Removal of the Placenta.—There is no part of natural labour which requires so much judgment as the conduct of the third stage; for the slightest mismanagement of the placenta may be productive of most serious mischief, by converting a perfectly natural into a most dangerous and complicated case. As long, then, as the placenta remains in utero, so long we must wait, within a certain limit—provided there be no flooding—for those contractions which are to expel it from the uterus into the vaginal cavity, &c.; while we are thus watching, we shall most likely be informed of the return of uterine action, by the woman complaining of two or three comparatively trifling pains affecting the back and loins. As it is probable that under these pains the placenta may have somewhat descended, another examination may then be made per vaginam to satisfy ourselves on this point, &c.

“The removal of the placenta from the vagina is easily effected. Twisting the funis umbilicalis two or three times around the first and second finger of the right hand, we draw it down in a line tending towards the coccyx, and receive it in the left, placed under the perineum; or we may introduce the two first fingers and the thumb of the left into the vagina, embrace the mass between them, squeeze it as we would a sponge, and slowly extract it....

“Having perfectly satisfied ourselves on this point, we may a second time take away the napkins soiled with the accumulated discharges, and envelope the lower part of the patient’s person in others that are warm and dry. Three will be sufficient: one must be partially slid under the left hip; another may be placed over and around the right hip; and the third carried between the thighs, directly on the vulva, &c....

“Some practitioners adapt the bandage themselves, and apply it immediately after the placenta has been removed. I think it preferable, in common cases, to leave this duty to the nurse; and that it should not be put on until the body linen of the patient is shifted; because, in the first place, it appears to me more desirable that perfect quietness should be preserved until the first changes in the uterus consequent upon labour are effected, that no disturbance may interrupt their progress; and, in the second, I cannot help thinking that there is something highly indelicate in its being applied by a man—much more so, indeed, than any of the duties we are ordinarily called upon to perform under natural labour. It is of most service when next the skin. It must be sufficiently broad to reach from the pubes almost to the ensiform cartilage; and it cannot be properly adapted unless the abdomen be quite uncovered.
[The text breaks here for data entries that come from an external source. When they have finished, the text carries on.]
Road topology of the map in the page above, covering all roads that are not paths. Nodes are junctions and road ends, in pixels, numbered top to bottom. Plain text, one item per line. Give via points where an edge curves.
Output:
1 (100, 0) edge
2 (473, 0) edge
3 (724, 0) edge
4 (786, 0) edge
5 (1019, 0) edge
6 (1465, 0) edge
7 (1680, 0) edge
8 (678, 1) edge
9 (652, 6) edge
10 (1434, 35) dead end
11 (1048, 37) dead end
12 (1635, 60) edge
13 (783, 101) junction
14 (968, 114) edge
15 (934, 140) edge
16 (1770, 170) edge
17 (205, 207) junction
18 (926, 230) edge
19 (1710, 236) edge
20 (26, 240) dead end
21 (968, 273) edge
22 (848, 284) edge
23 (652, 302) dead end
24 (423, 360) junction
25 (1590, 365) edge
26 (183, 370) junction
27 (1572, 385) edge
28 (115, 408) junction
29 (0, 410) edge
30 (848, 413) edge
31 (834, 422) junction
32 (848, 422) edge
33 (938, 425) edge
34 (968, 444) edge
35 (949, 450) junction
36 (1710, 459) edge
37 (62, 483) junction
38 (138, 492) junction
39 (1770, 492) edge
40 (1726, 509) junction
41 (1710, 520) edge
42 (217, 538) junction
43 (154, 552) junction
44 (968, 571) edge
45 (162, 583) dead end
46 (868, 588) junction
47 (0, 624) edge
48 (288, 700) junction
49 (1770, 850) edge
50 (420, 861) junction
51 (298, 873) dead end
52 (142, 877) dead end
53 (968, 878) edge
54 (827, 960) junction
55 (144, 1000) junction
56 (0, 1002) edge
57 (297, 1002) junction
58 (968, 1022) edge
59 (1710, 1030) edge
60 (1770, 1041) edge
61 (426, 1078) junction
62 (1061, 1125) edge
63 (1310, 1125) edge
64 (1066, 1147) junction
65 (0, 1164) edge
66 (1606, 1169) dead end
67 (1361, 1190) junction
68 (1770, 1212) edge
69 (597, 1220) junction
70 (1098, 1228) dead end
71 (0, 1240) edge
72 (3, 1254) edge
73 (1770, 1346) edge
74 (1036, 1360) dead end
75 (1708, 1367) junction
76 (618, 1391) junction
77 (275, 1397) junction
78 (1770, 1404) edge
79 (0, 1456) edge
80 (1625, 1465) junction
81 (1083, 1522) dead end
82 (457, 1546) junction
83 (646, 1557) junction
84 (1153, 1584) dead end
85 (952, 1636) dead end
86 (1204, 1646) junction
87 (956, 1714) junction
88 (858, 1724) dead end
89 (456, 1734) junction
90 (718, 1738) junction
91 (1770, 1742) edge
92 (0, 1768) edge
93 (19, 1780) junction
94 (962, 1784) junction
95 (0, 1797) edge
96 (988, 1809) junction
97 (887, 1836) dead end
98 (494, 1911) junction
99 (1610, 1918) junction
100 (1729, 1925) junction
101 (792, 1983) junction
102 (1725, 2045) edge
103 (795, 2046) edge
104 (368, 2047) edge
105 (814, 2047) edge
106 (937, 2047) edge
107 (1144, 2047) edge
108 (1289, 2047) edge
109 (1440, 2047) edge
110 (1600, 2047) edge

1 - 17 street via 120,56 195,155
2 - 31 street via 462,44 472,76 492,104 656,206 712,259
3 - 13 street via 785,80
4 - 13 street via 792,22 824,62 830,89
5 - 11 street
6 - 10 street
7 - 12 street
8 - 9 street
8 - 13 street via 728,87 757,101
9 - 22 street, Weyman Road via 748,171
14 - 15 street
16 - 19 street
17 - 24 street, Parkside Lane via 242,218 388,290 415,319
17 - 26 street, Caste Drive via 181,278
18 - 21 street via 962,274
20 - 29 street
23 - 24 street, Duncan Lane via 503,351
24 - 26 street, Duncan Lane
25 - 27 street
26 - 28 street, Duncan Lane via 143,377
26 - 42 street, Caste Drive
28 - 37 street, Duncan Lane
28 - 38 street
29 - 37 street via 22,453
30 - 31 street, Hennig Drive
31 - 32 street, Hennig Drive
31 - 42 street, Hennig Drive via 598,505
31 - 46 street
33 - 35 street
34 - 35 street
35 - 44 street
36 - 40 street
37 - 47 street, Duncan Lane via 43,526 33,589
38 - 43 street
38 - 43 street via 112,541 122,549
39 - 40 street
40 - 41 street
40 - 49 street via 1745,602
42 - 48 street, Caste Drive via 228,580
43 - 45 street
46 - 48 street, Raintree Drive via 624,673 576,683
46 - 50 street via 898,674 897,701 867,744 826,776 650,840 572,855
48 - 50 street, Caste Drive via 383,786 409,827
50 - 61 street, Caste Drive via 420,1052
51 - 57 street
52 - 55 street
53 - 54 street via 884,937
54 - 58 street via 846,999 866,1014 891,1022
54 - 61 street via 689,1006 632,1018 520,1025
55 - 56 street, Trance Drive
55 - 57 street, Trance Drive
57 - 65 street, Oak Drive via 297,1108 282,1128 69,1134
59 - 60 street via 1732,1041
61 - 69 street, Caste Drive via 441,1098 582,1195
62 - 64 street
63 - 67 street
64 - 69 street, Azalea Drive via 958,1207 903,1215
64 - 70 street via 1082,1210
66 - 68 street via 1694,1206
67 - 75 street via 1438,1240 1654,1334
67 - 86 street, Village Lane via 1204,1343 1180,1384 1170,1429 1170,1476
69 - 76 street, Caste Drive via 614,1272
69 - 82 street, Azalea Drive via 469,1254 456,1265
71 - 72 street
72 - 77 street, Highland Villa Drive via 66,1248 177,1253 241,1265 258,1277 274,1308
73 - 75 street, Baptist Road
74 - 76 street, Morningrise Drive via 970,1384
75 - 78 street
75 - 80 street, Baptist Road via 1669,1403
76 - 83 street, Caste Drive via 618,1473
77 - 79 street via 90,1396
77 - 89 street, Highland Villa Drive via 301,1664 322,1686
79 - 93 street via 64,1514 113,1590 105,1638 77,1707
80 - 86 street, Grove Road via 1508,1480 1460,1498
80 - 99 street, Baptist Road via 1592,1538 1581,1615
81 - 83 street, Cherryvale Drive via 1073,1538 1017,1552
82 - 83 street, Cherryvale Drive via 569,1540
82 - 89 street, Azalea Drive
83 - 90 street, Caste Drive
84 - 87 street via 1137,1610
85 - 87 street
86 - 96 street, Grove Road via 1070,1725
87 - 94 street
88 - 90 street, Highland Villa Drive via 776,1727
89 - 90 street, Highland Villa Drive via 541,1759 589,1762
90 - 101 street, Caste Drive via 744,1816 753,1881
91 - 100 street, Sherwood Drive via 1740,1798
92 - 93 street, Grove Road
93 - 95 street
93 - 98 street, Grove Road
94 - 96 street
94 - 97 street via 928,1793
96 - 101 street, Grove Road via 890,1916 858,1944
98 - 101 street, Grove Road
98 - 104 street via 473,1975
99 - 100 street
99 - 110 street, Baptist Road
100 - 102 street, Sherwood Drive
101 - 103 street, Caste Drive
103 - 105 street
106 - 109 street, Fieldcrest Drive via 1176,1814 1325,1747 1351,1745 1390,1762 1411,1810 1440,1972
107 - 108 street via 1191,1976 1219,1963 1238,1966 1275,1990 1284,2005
In addition, I would remark that the nurse must know very little of her duties, if she cannot draw a properly contrived bandage round the person, and give it the due degree of tightness without incurring danger.”

The reader of the preceding extracts will have observed that they begin with a panegyric on the extraordinary powers of nature in adapting means to an end; which, nevertheless, the author forthwith proceeds to qualify, as if he had admitted too much, in giving nature credit for the due execution of her own work, and her capability for enforcing her own laws, by enlarging on the profound and scientific knowledge required in the man-midwife, the opinion expressed by the Royal College of Physicians to the contrary notwithstanding; and in effect impiously detracting the infinite power and wisdom of God, “who created man in his own image, in the image of God created He him; male and female created He them. And God blessed them, and God said unto them, be fruitful and multiply.”

“And God saw everything that He had made, and behold, it was very good.”